Ich habe die Anwaltsprüfung im Jahr 2000 erfolgreich absolviert. In der Folge arbeitete ich als Prozessanwalt, kombiniert mit einer Tätigkeit als Unternehmensjurist. So war ich zum Beispiel mehrere Jahre als Inhouse Counsel bei Infineon tätig. Daneben war ich auch als Inhouse Counsel für diverse andere Unternehmen tätig.

Hat sich in der Anwaltsbranche etwas verändert, seit Sie als Anwalt tätig sind?

Ja. Durch die jüngste Corona-Situation hat sich vieles digitalisiert. Wir hatten beispielsweise Online-Zoom-Anhörungen, anstatt physisch vor Gericht zu erscheinen.
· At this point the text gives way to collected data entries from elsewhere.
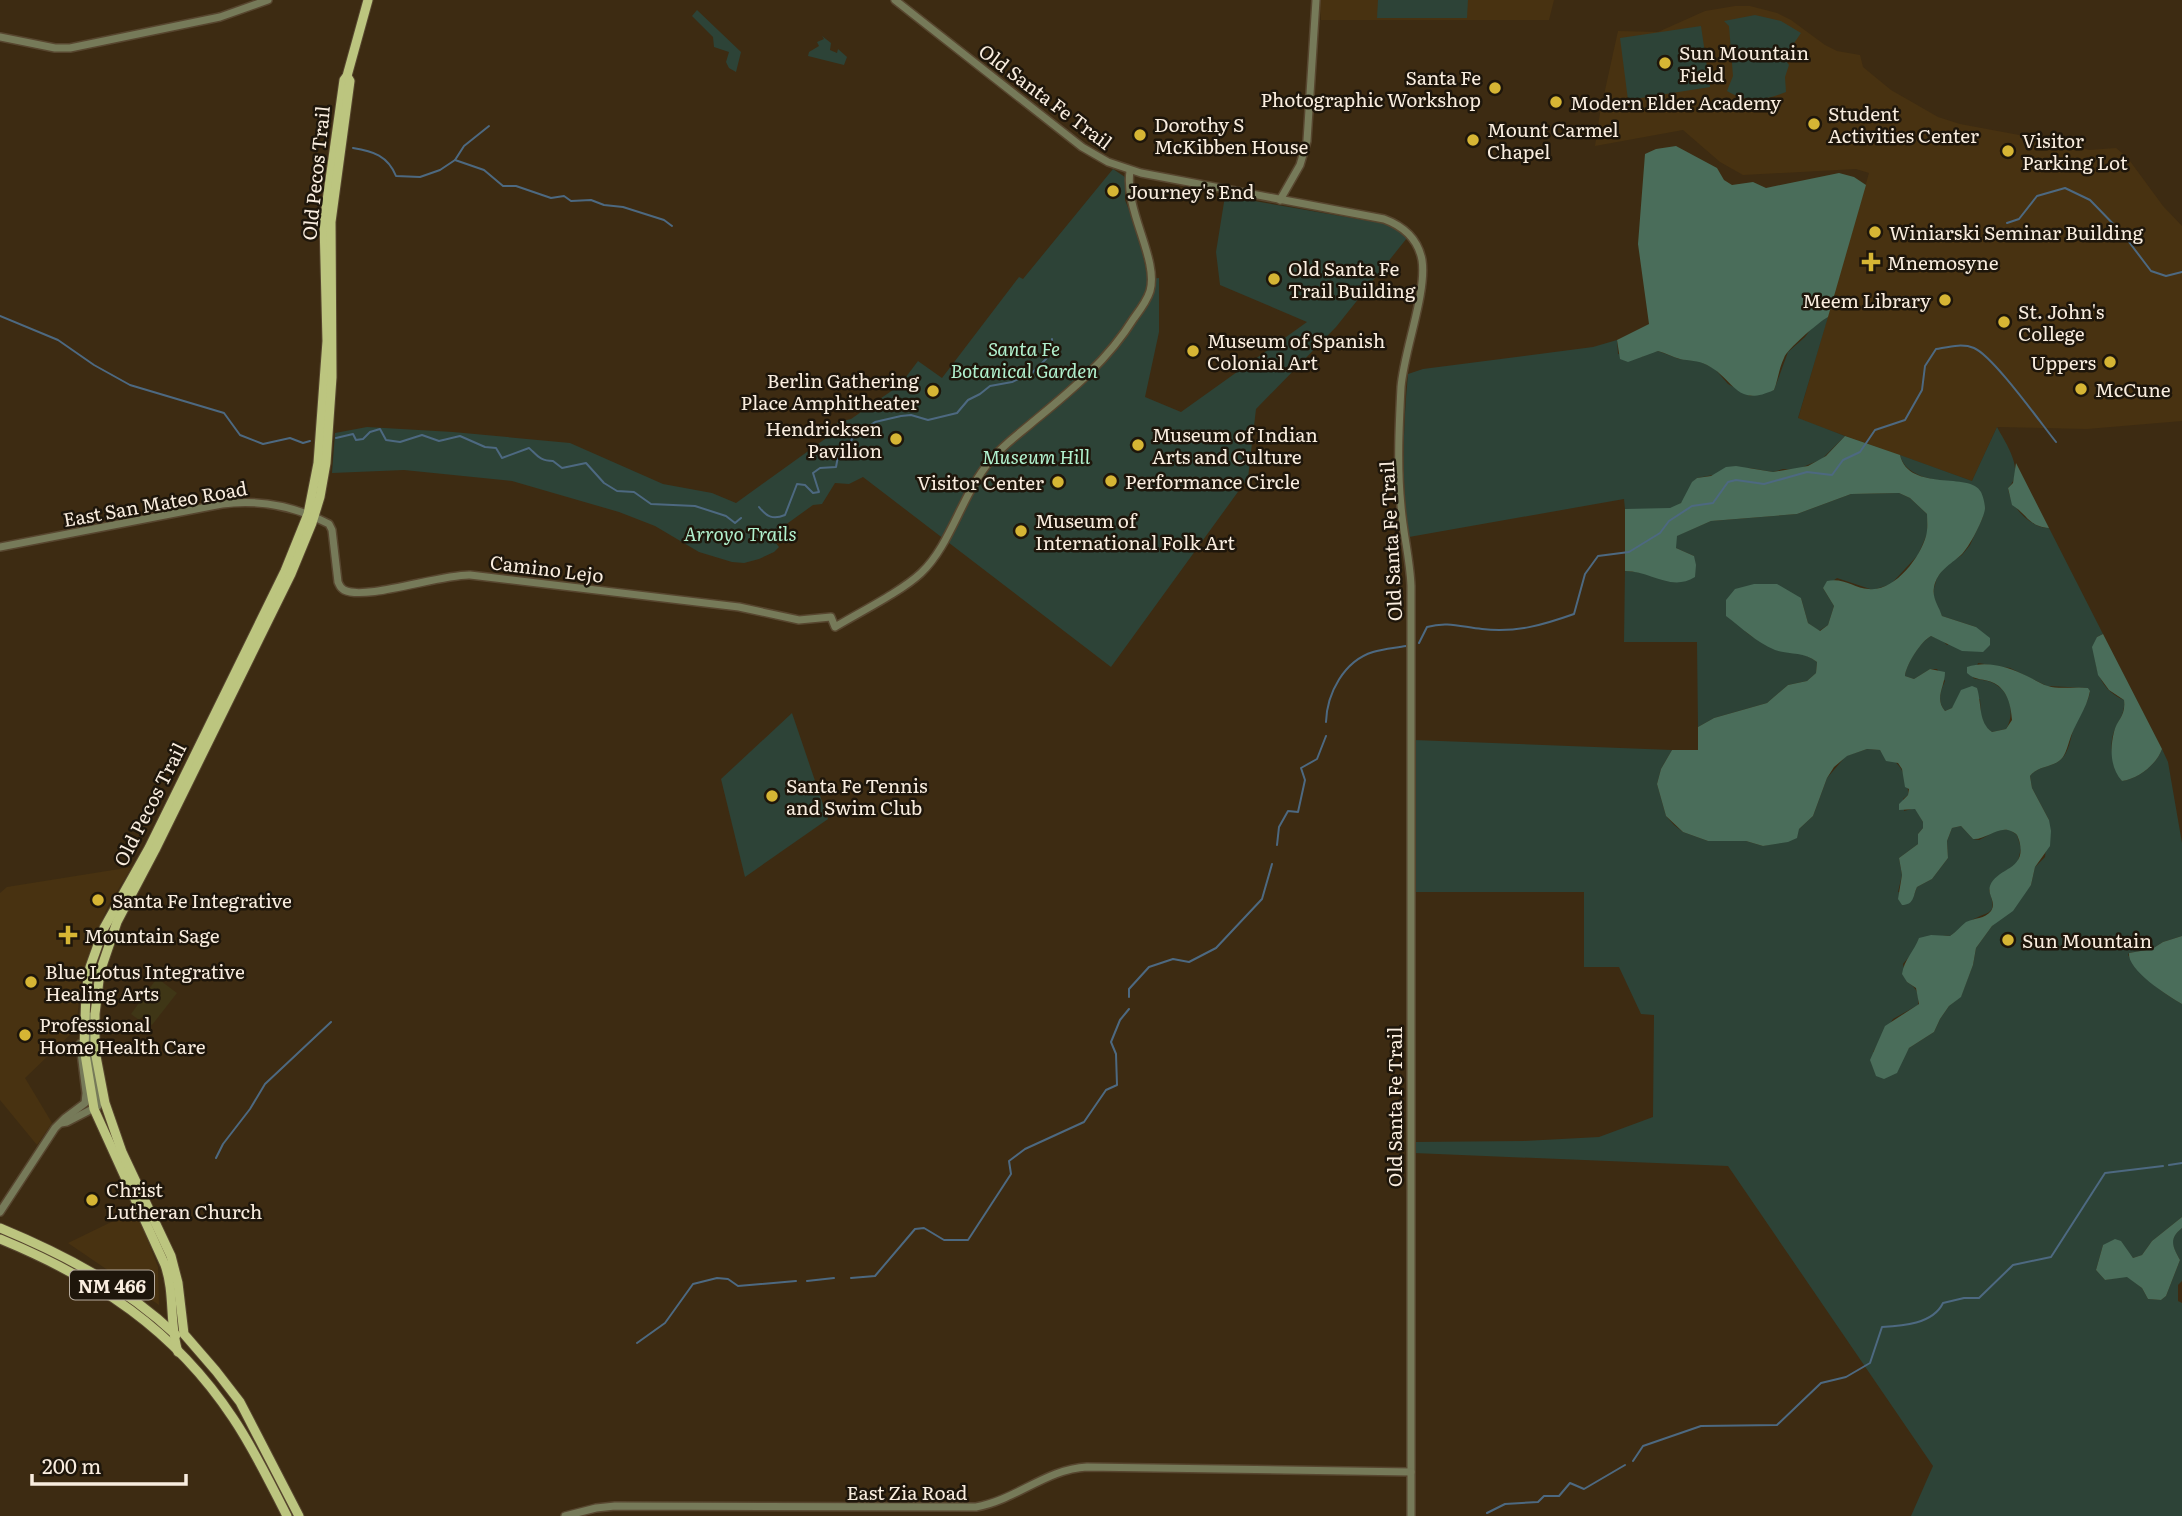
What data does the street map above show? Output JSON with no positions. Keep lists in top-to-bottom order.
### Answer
{
  "streets": {
    "main road": ["Old Pecos Trail", "NM 466"],
    "street": [
      "Old Santa Fe Trail",
      "East San Mateo Road",
      "Camino Lejo",
      "East Zia Road"
    ]
  },
  "crossings": [
    ["Old Santa Fe Trail", "Camino Lejo"],
    ["Old Santa Fe Trail", "East Zia Road"],
    ["Old Pecos Trail", "East San Mateo Road"],
    ["Old Pecos Trail", "Camino Lejo"],
    ["Old Pecos Trail", "NM 466"],
    ["East San Mateo Road", "Camino Lejo"]
  ],
  "parks": ["Santa Fe Botanical Garden", "Museum Hill", "Arroyo Trails"],
  "places": {
    "other": [
      "Sun Mountain Field",
      "Santa Fe Photographic Workshop",
      "Modern Elder Academy",
      "Student Activities Center",
      "Dorothy S McKibben House",
      "Mount Carmel Chapel",
      "Visitor Parking Lot",
      "Journey's End",
      "Winiarski Seminar Building",
      "Old Santa Fe Trail Building",
      "Meem Library",
      "St. John's College",
      "Museum of Spanish Colonial Art",
      "Uppers",
      "McCune",
      "Berlin Gathering Place Amphitheater",
      "Hendricksen Pavilion",
      "Museum of Indian Arts and Culture",
      "Performance Circle",
      "Visitor Center",
      "Museum of International Folk Art",
      "Santa Fe Tennis and Swim Club",
      "Santa Fe Integrative",
      "Sun Mountain",
      "Blue Lotus Integrative Healing Arts",
      "Professional Home Health Care",
      "Christ Lutheran Church"
    ],
    "health": ["Mnemosyne", "Mountain Sage"]
  },
  "scale_bar": "200 m"
}
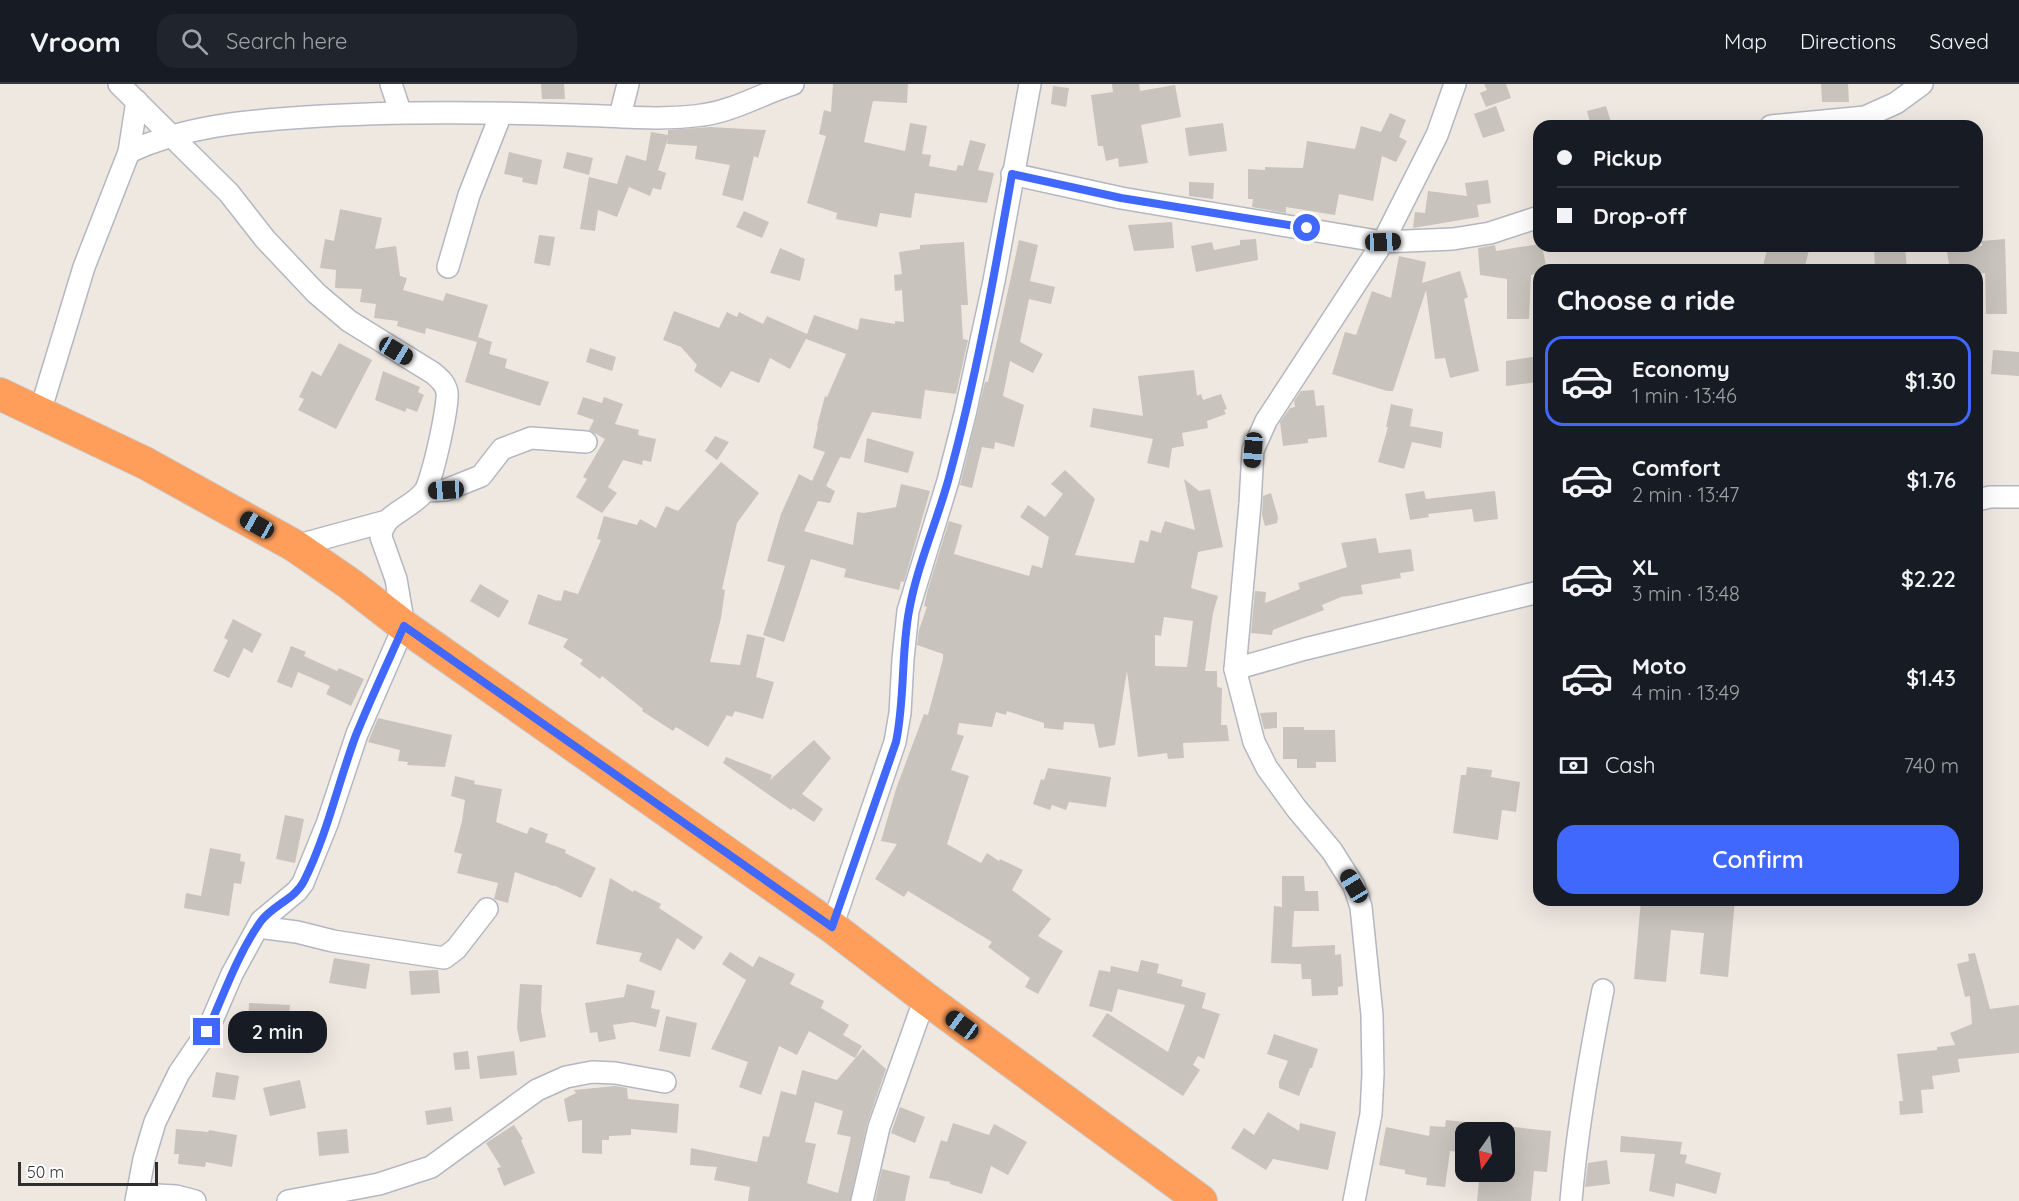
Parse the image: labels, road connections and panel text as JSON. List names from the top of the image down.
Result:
{
  "scale_bar": "50 m",
  "north": "bottom",
  "page": {
    "header": "Vroom",
    "search": "Search here",
    "nav": ["Map", "Directions", "Saved"],
    "banner": ["Pickup", "Drop-off"],
    "heading": "Choose a ride",
    "list": [
      {
        "name": "Economy",
        "note": "1 min · 13:46",
        "value": "$1.30"
      },
      {
        "name": "Comfort",
        "note": "2 min · 13:47",
        "value": "$1.76"
      },
      {
        "name": "XL",
        "note": "3 min · 13:48",
        "value": "$2.22"
      },
      {
        "name": "Moto",
        "note": "4 min · 13:49",
        "value": "$1.43"
      }
    ],
    "pay": ["Cash", "740 m"],
    "buttons": "Confirm",
    "bubble": "2 min",
    "scale": "50 m"
  }
}
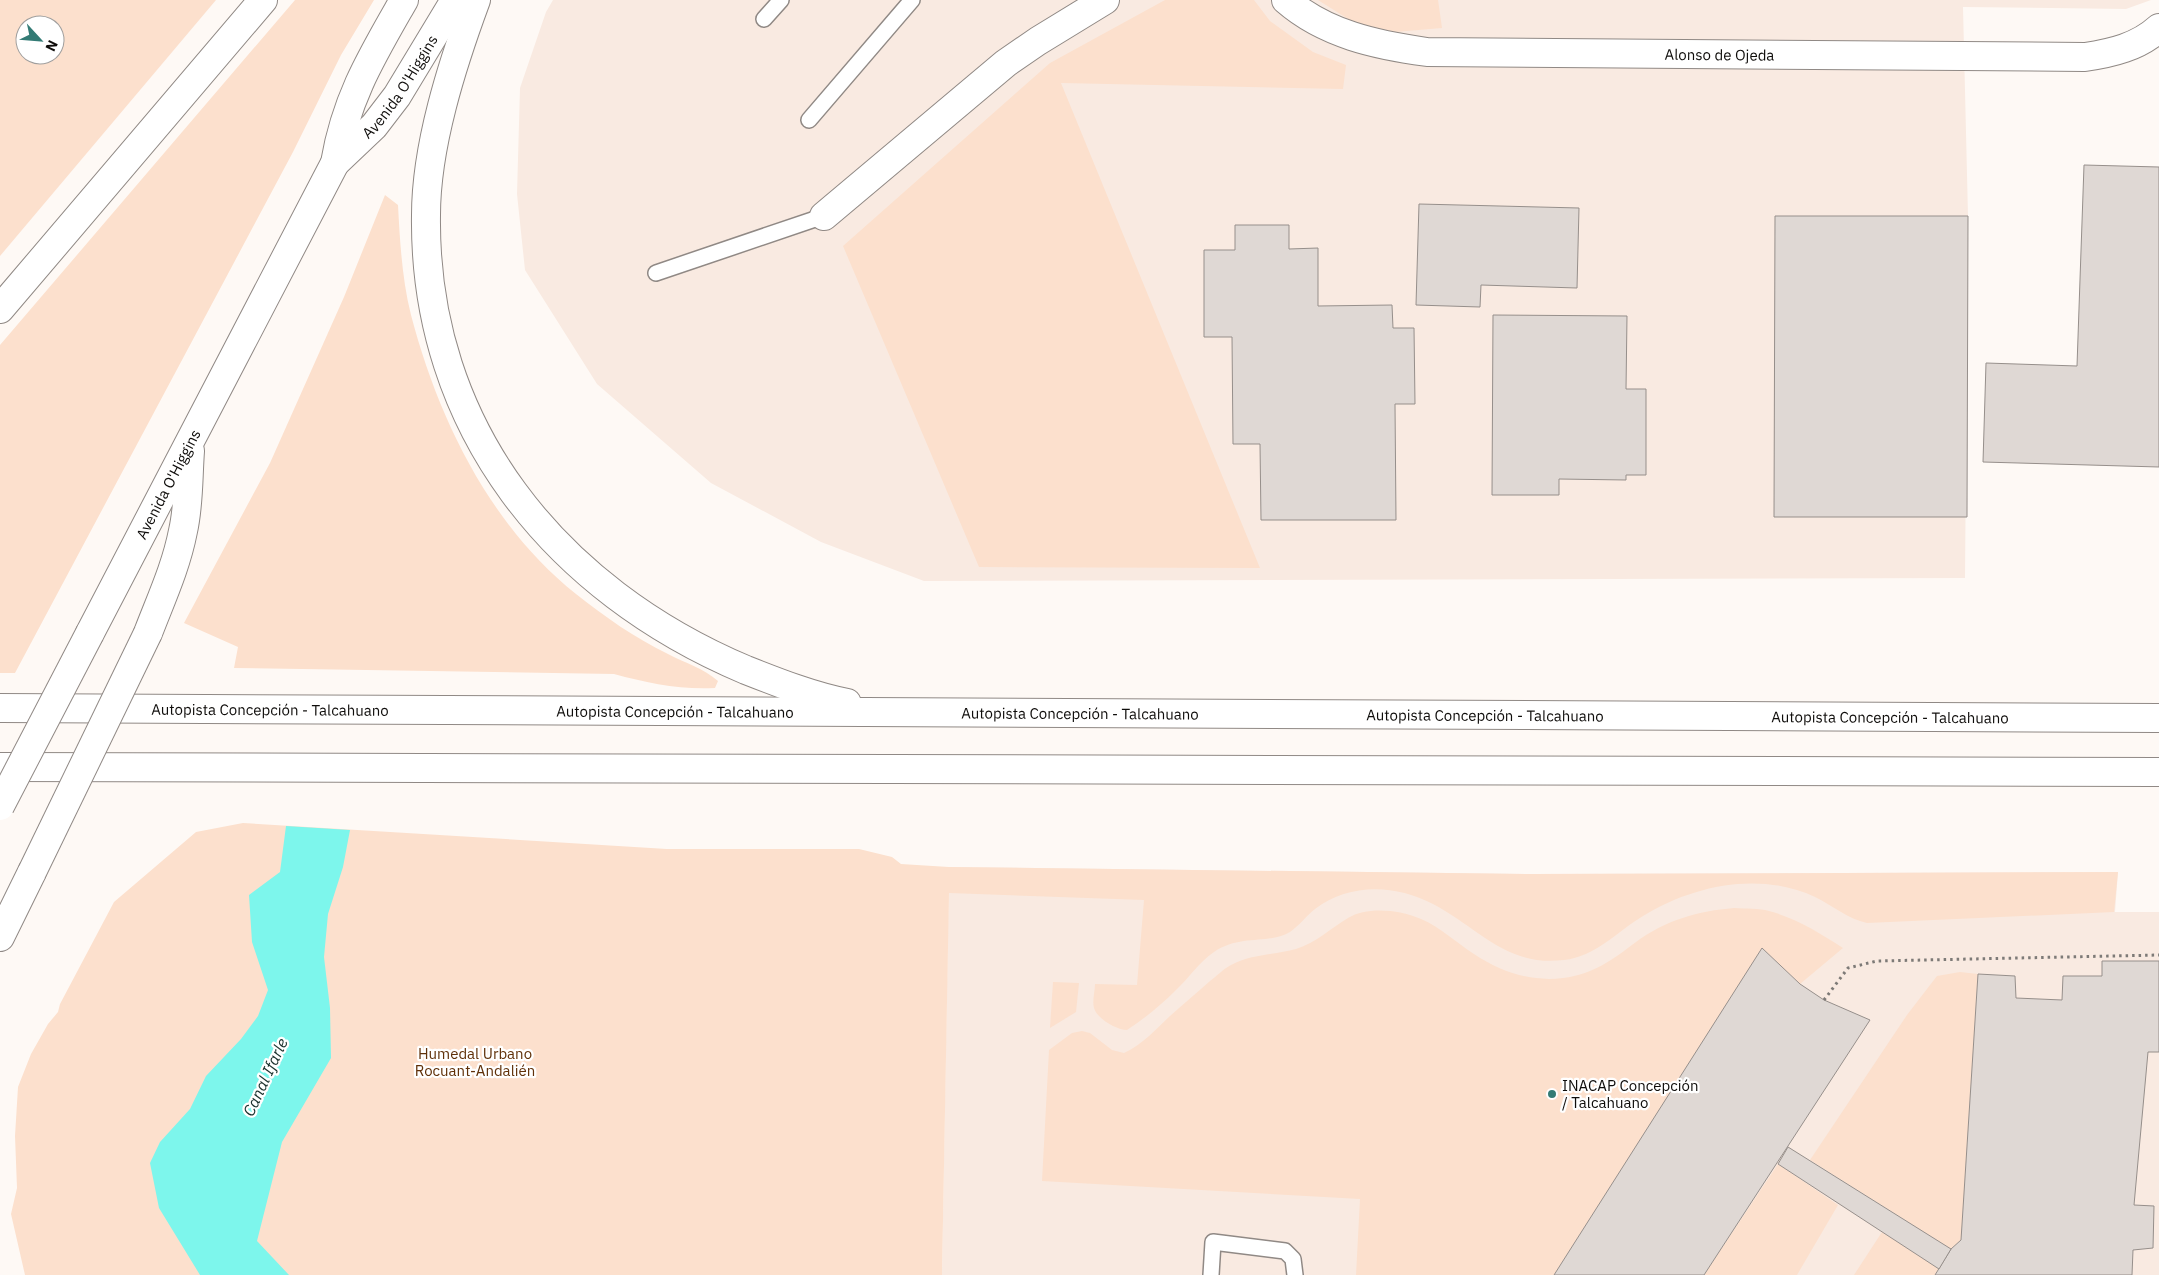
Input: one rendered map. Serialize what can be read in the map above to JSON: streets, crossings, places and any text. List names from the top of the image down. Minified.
{"streets":{"main road":["Alonso de Ojeda","Avenida O'Higgins","Autopista Concepción - Talcahuano"]},"water":["Canal Ifarle"],"parks":["Humedal Urbano Rocuant-Andalién"],"places":["INACAP Concepción / Talcahuano"],"north":"bottom right"}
Auch hat sich das Arbeitstempo in Singapur stark erhöht. Alles und jeder arbeitet schneller. Ich habe letzte Woche mit einem erfahrenen Kollegen gesprochen. Er sagte, dass er vor 20 Jahren einfach vor Gericht gehen und alles problemlos bewältigen konnte. Hingegen sei es heutzutage eine Herausforderung sei, Schritt zu halten. Er geht in den Gerichtssaal und spricht mit den jungen Gerichtsschreibern und den Richtern. Gefühlt sei die junge Generation ständig ein Gedanke voraus und warte darauf, dass er seinen Satz beendet.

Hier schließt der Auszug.